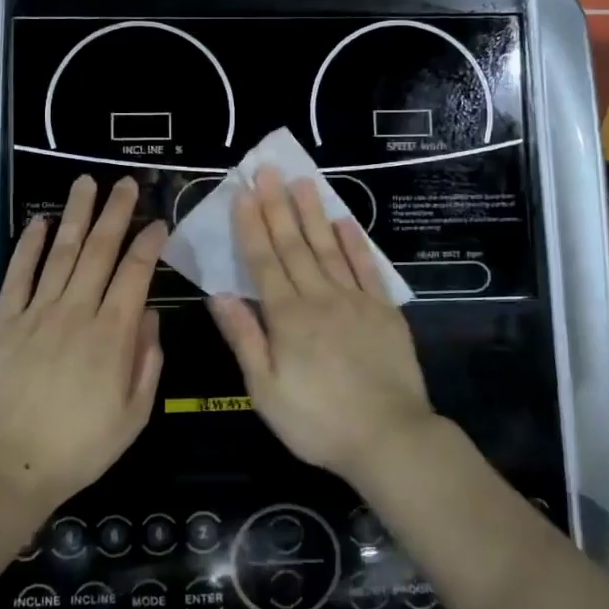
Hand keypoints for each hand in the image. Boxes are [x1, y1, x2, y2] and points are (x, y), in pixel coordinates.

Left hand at [0, 175, 166, 510]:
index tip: (159, 221)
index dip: (149, 243)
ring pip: (61, 253)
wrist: (8, 466)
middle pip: (99, 251)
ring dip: (76, 215)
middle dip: (115, 213)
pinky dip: (30, 246)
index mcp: (112, 334)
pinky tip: (40, 222)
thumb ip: (147, 361)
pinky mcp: (5, 321)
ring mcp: (37, 313)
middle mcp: (76, 312)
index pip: (135, 274)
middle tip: (124, 183)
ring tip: (86, 184)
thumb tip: (149, 315)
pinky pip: (18, 275)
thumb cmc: (80, 447)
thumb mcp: (134, 415)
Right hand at [207, 168, 433, 482]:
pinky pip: (367, 268)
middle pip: (294, 245)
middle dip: (278, 205)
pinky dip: (355, 243)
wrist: (389, 438)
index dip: (251, 226)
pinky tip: (345, 222)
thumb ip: (244, 338)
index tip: (243, 193)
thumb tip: (219, 294)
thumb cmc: (317, 421)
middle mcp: (320, 298)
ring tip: (304, 181)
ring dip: (314, 213)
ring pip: (329, 248)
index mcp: (287, 318)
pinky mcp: (384, 310)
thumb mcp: (266, 391)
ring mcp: (356, 300)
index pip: (263, 262)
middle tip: (269, 170)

Work order –
Print the entire listing above verbatim. No picture should be included.

Exercise answer –
Hand keypoints for each hand in the image. Boxes are [x1, y1, x2, y2] and points are (x, y), in pixel coordinates.

Left hand at [0, 175, 166, 510]:
index tip: (159, 221)
index dip: (149, 243)
ring pip: (61, 253)
wrist: (8, 466)
middle pip: (99, 251)
ring dip: (76, 215)
middle dip: (115, 213)
pinky dip: (30, 246)
index mcp: (112, 334)
pinky tip: (40, 222)
thumb ip: (147, 361)
pinky mcp: (5, 321)
ring mcp: (37, 313)
middle mcp: (76, 312)
index pip: (135, 274)
middle tip: (124, 183)
ring tip: (86, 184)
thumb tip: (149, 315)
pinky pip: (18, 275)
thumb cmc: (80, 447)
thumb mcp: (134, 415)
Right hand at [207, 168, 433, 482]:
pinky pip: (367, 268)
middle pip: (294, 245)
middle dip: (278, 205)
pinky dip: (355, 243)
wrist: (389, 438)
index dip: (251, 226)
pinky tip: (345, 222)
thumb ip: (244, 338)
index tip: (243, 193)
thumb tip: (219, 294)
thumb cmc: (317, 421)
middle mcp: (320, 298)
ring tip: (304, 181)
ring dip: (314, 213)
ring pip: (329, 248)
index mcp: (287, 318)
pinky mcp: (384, 310)
thumb mcp: (266, 391)
ring mcp: (356, 300)
index pip: (263, 262)
middle tip: (269, 170)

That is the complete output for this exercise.